> [Working data]
========================================

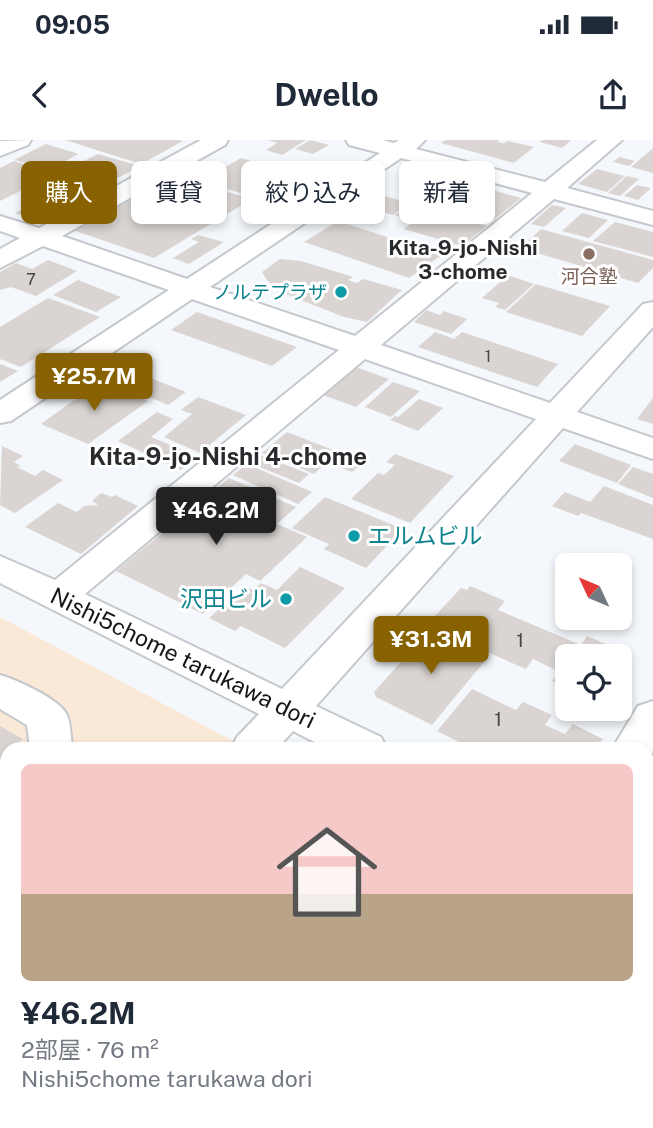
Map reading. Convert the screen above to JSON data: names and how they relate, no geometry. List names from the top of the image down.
{
  "streets": {
    "street": ["Nishi5chome tarukawa dori"]
  },
  "districts": ["Kita-9-jo-Nishi 3-chome", "Kita-9-jo-Nishi 4-chome"],
  "places": [
    "河合塾",
    "ノルテプラザ",
    "エルムビル",
    "沢田ビル"
  ],
  "house_numbers": [
    "7",
    "1",
    "1",
    "1"
  ],
  "north": "top left",
  "page": {
    "status": "09:05",
    "header": "Dwello",
    "chip": [
      "購入",
      "賃貸",
      "絞り込み",
      "新着"
    ],
    "price": ["¥25.7M", "¥46.2M", "¥31.3M"],
    "list": [
      {
        "name": "¥46.2M",
        "note": "2部屋 · 76 m² · Nishi5chome tarukawa dori"
      }
    ]
  }
}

========================================

> [Exercise prompt]
Print the full listing above exactly. Pictures stay out of the copy.

> [Written response]
Map reading. Convert the screen above to JSON data: names and how they relate, no geometry. List names from the top of the image down.
{
  "streets": {
    "street": ["Nishi5chome tarukawa dori"]
  },
  "districts": ["Kita-9-jo-Nishi 3-chome", "Kita-9-jo-Nishi 4-chome"],
  "places": [
    "河合塾",
    "ノルテプラザ",
    "エルムビル",
    "沢田ビル"
  ],
  "house_numbers": [
    "7",
    "1",
    "1",
    "1"
  ],
  "north": "top left",
  "page": {
    "status": "09:05",
    "header": "Dwello",
    "chip": [
      "購入",
      "賃貸",
      "絞り込み",
      "新着"
    ],
    "price": ["¥25.7M", "¥46.2M", "¥31.3M"],
    "list": [
      {
        "name": "¥46.2M",
        "note": "2部屋 · 76 m² · Nishi5chome tarukawa dori"
      }
    ]
  }
}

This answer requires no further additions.